As Annuity Sales Boom, Regulators Take Notice

Baby boomers preparing to fund their retirement years have fueled an annuity sales boom at banking companies since the spring of 2007, and regulators are stepping up their scrutiny of financial services institutions that sell them.

The most recent bank annuity sales data, in the Kehrer-Jackson National monthly report for April, showed overall sales up 53% for the year to date and 48% for the 12 months since April 2007. The more conservative products, fixed annuities, have led the way this year with sales up 114% since January and 131% since April 2007. Sales of variable annuities, the more volatile product, rose only 6% from January. The monthly survey is done by Kehrer-Limra, a Princeton, N.J., consulting firm.

Regulators have been watching annuities, especially after discovering that Citizens Financial Group in Providence, R.I., had sold inappropriate variable annuity contracts to elderly clients from October 2003 to March 2005. Fines were imposed on the company.

Citizens Bank said in August 2005 that to strengthen its broker-dealer unit it would take steps including banning gifts from product suppliers to persuade customers that "they are receiving independent, unvarnished advice."

Meanwhile, Financial Industry Regulatory Authority, or FINRA, a nongovernment regulator for U.S. securities firms, has been making stricter rules. It published announcements in April about Rule 2821, which includes requirements that broker-dealers make a reasonable effort to understand client needs and to train advisers who sell complex annuities.

And the Securities and Exchange Commission is proposing a rule to expand its annuities oversight.

As a market regulator, the SEC already has authority over variable annuities. On June 25, the SEC proposed standards for determining when equity-indexed annuities, whose payouts are based on the performance of market indicators, must be treated as securities and subject to the investor protections embodied in its rules.

"Working with our state regulatory counterparts, the SEC has made cracking down on fraud in this area a top priority," SEC Chairman Christopher Cox said in a statement June 25.

Some states have begun to crack down on annuity fraud. Florida enacted the John and Patricia Seibel Act, which increased the penalties for unfair annuity sales practices to as much as $250,000, from $100,000.

Some banks anticipated such developments. SunTrust Banks Inc. in Atlanta, for example, has been carefully documenting profiles of its annuity customers for many years. This way, if regulators ever ask the bank about its sales practices, it will have evidence that its recommendations were appropriate to their customers' needs.

SunTrust has also been following annuity guidelines issued by the SEC and FINRA since the agencies began to issue them in the mid-1990s.

"These products fill an important need for our clients, and we want to make sure our practices are the best they can be," said Paul Field, a senior vice president at SunTrust Investment Services. The regulators' and banks' interests are aligned on this matter, he said, because both are trying to make sure that clients comes first.
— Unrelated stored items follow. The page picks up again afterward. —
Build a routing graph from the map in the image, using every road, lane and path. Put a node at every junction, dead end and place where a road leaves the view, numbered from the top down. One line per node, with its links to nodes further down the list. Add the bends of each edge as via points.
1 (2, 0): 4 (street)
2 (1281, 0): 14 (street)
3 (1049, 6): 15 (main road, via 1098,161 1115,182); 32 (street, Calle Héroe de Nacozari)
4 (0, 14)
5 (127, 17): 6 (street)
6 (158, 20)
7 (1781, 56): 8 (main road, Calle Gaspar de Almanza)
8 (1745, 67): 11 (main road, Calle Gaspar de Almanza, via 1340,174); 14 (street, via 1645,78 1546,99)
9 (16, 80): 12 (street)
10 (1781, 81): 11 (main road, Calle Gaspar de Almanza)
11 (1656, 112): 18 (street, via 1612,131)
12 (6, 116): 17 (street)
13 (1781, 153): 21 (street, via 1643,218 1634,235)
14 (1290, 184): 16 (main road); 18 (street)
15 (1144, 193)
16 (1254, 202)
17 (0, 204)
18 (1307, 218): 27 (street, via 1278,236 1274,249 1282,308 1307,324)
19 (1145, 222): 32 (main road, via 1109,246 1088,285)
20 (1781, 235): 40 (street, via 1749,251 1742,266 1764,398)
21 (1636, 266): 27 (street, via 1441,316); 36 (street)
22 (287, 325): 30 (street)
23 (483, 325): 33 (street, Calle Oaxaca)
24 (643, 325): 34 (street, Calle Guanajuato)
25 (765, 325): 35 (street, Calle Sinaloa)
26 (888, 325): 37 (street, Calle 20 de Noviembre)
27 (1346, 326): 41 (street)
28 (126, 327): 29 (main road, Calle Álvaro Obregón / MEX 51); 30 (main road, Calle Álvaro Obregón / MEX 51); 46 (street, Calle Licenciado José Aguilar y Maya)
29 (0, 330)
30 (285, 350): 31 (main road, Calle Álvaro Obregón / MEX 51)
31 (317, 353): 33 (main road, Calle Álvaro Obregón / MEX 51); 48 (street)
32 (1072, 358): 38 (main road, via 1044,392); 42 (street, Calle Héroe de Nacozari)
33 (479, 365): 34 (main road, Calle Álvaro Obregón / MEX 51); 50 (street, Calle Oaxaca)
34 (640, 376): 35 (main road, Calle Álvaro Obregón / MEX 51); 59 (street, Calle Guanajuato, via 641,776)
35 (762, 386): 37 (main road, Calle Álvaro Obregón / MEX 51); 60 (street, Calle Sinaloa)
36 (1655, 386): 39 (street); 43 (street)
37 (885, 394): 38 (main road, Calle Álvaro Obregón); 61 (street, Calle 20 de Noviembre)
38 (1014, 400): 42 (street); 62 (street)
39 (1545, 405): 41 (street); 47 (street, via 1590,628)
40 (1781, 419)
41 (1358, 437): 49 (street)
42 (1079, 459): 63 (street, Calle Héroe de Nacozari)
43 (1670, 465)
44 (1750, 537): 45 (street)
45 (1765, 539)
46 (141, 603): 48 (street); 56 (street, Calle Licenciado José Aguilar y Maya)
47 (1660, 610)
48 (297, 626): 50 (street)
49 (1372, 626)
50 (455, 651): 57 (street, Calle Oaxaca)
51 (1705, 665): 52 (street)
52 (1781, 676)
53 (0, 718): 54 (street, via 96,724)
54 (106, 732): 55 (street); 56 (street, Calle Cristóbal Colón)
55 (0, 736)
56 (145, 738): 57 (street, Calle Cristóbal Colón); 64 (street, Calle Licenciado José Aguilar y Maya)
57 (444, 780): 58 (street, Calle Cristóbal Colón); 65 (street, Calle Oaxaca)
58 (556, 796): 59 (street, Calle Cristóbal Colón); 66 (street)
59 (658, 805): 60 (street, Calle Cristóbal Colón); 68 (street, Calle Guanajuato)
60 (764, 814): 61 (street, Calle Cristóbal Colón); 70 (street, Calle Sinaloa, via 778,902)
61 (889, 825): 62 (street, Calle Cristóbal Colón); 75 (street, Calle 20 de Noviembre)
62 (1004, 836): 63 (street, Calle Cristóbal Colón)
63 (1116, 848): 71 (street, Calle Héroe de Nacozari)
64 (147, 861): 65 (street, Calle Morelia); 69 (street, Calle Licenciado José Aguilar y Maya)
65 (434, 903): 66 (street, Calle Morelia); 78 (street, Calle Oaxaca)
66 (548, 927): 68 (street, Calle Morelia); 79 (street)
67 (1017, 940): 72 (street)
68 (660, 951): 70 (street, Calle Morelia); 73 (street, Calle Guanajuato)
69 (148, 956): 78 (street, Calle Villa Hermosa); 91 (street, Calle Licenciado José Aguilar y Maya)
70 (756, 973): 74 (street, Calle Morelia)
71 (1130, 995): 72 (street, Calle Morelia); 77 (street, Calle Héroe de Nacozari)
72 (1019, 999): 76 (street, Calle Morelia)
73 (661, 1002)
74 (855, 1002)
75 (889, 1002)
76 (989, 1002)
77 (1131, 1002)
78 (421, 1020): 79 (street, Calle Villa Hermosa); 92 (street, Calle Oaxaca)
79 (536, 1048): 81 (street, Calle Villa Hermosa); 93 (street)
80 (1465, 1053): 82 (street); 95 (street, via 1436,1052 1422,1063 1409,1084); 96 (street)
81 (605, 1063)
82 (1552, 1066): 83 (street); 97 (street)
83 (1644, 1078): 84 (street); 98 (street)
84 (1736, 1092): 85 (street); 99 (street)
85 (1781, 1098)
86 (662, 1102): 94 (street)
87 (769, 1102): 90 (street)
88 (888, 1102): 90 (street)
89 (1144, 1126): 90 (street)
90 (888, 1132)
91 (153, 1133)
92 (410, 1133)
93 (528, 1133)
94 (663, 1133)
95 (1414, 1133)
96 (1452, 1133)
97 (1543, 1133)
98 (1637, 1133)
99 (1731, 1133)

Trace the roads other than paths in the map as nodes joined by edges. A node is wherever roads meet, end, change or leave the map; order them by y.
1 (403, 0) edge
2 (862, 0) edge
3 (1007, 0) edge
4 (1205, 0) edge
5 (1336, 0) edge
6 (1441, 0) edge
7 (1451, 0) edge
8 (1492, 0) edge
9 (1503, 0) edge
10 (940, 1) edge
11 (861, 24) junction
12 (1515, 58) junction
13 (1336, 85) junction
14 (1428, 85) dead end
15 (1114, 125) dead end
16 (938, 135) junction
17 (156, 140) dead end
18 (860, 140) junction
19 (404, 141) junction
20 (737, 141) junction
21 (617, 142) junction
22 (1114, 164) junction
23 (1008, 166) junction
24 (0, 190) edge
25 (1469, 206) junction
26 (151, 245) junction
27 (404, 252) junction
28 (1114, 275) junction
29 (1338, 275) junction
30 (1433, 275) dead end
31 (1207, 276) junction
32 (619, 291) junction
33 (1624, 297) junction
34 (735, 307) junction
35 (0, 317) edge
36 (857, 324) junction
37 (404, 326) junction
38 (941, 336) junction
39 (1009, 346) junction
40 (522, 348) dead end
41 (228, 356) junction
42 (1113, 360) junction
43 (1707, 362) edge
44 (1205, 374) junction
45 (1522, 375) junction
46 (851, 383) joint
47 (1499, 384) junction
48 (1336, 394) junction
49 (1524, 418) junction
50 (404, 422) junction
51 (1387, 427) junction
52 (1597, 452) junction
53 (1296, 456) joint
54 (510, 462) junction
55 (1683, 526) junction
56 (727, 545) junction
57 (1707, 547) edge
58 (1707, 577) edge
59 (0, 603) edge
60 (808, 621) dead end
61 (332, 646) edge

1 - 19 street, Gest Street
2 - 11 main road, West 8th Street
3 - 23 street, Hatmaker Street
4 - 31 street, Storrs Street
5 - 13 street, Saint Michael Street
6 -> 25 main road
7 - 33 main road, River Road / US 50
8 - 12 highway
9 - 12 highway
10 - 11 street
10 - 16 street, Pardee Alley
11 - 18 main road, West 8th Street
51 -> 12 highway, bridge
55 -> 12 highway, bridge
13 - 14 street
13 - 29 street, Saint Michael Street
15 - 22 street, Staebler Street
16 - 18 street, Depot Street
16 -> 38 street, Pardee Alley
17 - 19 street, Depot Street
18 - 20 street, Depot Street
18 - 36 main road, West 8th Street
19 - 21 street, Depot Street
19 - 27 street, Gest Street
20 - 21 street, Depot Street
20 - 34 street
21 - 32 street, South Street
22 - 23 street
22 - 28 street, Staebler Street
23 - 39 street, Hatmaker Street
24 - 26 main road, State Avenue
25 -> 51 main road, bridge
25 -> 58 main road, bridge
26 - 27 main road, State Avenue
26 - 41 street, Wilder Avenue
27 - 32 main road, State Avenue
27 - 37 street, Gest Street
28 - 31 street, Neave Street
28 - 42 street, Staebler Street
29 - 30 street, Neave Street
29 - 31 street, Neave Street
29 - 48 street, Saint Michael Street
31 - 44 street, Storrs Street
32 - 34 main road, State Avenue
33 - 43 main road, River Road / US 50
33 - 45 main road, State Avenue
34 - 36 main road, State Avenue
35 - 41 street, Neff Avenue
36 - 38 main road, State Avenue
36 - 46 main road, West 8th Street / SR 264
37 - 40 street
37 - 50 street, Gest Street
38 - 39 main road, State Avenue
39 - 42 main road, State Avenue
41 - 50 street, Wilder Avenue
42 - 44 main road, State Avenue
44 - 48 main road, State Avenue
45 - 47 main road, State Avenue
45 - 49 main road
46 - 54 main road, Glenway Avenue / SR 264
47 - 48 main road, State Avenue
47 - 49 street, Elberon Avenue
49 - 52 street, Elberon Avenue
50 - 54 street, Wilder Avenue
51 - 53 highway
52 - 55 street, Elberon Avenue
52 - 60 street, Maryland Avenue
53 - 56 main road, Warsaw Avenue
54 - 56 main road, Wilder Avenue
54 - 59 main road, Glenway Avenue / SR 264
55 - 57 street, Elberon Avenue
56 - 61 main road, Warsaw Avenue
Annuity providers are making an effort as well. For example, Metropolitan Life Insurance Co. in New York educates bank compliance people about its products so that they understand how an annuity is appropriate for various client needs and how to fully disclose product risks. "We've always believed it's important to tell the whole story and make sure the broker has all the information," said Myrna Solomon, the head of the bank channel at MetLife Investors Distribution Co.

And state regulators have taken a recent step further. The National Association of Insurance Commissioners said in May it had created a Suitability of Annuity Sales Working Group to recommend standards for the industry on who is responsible for annuity sales.

The group is modeled after Wisconsin's Annuity Sales Suitability Advisory Committee, which has been working on the problem for months.

Richard Lindsay, a senior vice president in the life and annuities division at Symetra Financial, a Bellevue, Wash., insurer, said regulatory risk exists for banks that sell complicated annuities, such as those with minimum withdrawal benefits guaranteed against market downturns.

"If I were a distributor I wouldn't want to kill the goose over a guarantee that didn't work out the way it was intended," he said. "We need to be more thoughtful and make sure we're doing right by the customers."